Though the deal negates the contract bonding it here through 2012, the Sox still will be required to search for a replacement MLB spring training team for Tucson Electric Park through 2026.
An alternative proposal rejected by the supervisors would have had the White Sox help establish and fund a youth and amateur sports tournament facility at TEP, including a MLB-affiliated Baseball Academy focusing on programs for at-risk kids in the community.
Supervisors reserved irate comments not so much for the White Sox but for communities up north, which used revenues generated by the Arizona Sports and Tourism Authority to build new lavish facilities to lure MLB teams not only from Tucson but Florida as well.
The Phoenix-area sports authority was created by the Legislature in 2000 as a financing mechanism to build the National Football League Arizona Cardinals’ stadium that opened this year in Glendale.
“It was never the intent of the Legislature for the sports authority to be abused the way Phoenix and Glendale abused it,” said Supervisor Ramón Valadez, whose district contains TEP.
After the Cardinals’ stadium was completed, the Arizona Sports and Tourism Authority continued to raise and use tax revenues to build new spring training facilities in such communities as Glendale and Goodyear.
Elías termed the actions of the Maricopa County communities to take spring training teams from other cities in the state – namely Tucson – as “cannibalism.”
The Rockies already are exploring a move out of Hi Corbett Field. Team officials want the city to spend at least $10 million to upgrade the facility, located in Reid Park. City officials, in the middle of a budget crisis that has included hiring and salary freezes, say they don’t have the money.
Rockies officials have spoken with officials of the town of Marana about occupying a possible new spring training and sports complex there. But plans for such a facility have not been drawn and a funding source source has not been identified.
County Administrator Chuck Huckelberry said Tuesday afternoon that county officials and members of the Pima County Sports and Tourism Authority have heard rumblings that the Diamondbacks could look elsewhere if the White Sox were to pack up.
‘It’s no surprise,” Huckelberry said.
“Chandler – that’s where we’ve heard,” Huckelberry said.

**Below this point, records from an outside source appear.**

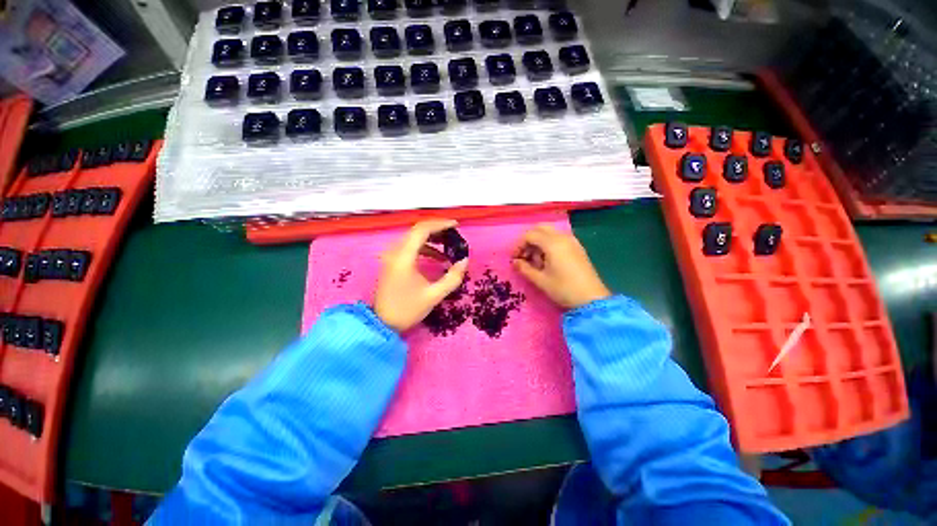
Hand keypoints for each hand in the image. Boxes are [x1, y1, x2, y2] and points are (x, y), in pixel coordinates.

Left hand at [375, 220, 468, 331]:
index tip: (456, 225)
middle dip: (438, 230)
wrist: (382, 323)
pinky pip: (410, 247)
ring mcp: (391, 256)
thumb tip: (464, 260)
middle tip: (454, 235)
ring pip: (413, 238)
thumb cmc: (407, 309)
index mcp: (403, 257)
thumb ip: (452, 277)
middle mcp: (395, 251)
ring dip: (432, 239)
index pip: (422, 230)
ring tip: (449, 245)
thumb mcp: (433, 295)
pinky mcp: (392, 262)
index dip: (440, 224)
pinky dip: (424, 248)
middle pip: (417, 230)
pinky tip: (437, 258)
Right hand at [512, 224, 610, 309]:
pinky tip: (547, 260)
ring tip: (535, 260)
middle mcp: (562, 237)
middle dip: (528, 240)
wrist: (592, 299)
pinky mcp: (577, 247)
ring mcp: (572, 241)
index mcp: (553, 243)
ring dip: (538, 241)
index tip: (514, 258)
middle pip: (540, 228)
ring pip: (549, 232)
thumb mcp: (540, 280)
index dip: (518, 245)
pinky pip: (558, 238)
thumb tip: (515, 262)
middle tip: (523, 255)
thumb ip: (525, 269)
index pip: (530, 235)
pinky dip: (548, 244)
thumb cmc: (564, 289)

The Diamondbacks’ Hall said one possibility could have the team partner with the Rockies at a new spring training complex closer to Phoenix.
But Hall also said that talks also are ongoing with a private developer to build a new facility in or near Tucson for the Diamondbacks.

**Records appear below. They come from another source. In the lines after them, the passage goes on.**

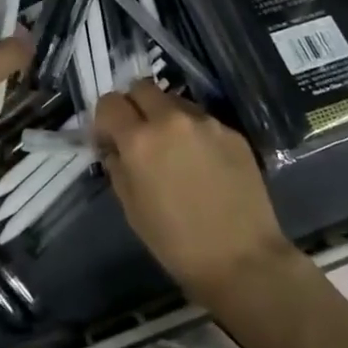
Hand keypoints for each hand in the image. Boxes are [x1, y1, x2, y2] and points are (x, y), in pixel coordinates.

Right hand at [94, 81, 296, 304]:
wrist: (243, 259)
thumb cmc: (177, 243)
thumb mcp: (132, 209)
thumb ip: (118, 168)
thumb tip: (115, 149)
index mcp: (140, 140)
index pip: (110, 103)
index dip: (105, 120)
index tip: (109, 140)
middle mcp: (172, 120)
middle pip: (142, 87)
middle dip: (134, 106)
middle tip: (139, 136)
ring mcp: (206, 122)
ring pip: (175, 101)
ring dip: (166, 117)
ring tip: (175, 151)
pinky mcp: (232, 132)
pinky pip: (203, 121)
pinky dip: (194, 133)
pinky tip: (203, 164)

At Tuesday’s supervisors meeting, supervisors were told that local private businesses and amateur athletic agencies could help develop and operate youth facilities that could develop into a major tournament destination site on a regional or national level.

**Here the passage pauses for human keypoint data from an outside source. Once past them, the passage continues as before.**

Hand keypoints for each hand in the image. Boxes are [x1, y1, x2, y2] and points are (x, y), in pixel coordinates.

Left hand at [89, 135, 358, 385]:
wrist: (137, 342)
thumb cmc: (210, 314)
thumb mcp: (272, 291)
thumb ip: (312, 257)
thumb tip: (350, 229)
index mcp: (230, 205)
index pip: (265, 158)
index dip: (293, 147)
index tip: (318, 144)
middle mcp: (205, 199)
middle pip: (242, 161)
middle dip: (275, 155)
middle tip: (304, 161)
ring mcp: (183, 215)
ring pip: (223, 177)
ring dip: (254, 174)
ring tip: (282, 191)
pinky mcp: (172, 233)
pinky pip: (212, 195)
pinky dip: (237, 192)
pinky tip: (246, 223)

“Whatever the price of buying out the contract, the money should be used for youth sports,” Jim Tiggas, who represents the Amateur Athletics Union, the oldest amateur youth sports advocacy organization in the United States.
Softball and baseball tournaments could be housed at TEP and draw large audiences, Tiggas said.
Hotel, restaurant, rental car, and other services in the area reap about $30 million annually from the teams, players, and fans each spring, hospitality industry officials estimate.
The supervisors directed County Administrator Chuck Huckelberry to set aside $500,000 for the Pima County Sports and Tourism Authority over the next two years to develop youth and amateur sports programs – and also for travel and promotional activities to try to bring a different MLB team to TEP for spring training to offset the loss of the White Sox.
Huckelberry had recommended accepting the buyout because the TEP-White Sox lease was marginally profitable – bringing the county income of about about $500,000 from the team each spring.
Though $5 million was increased over the Sox’s earlier offer of $4 million, Huckelberry said the buyout probably would not have gone higher.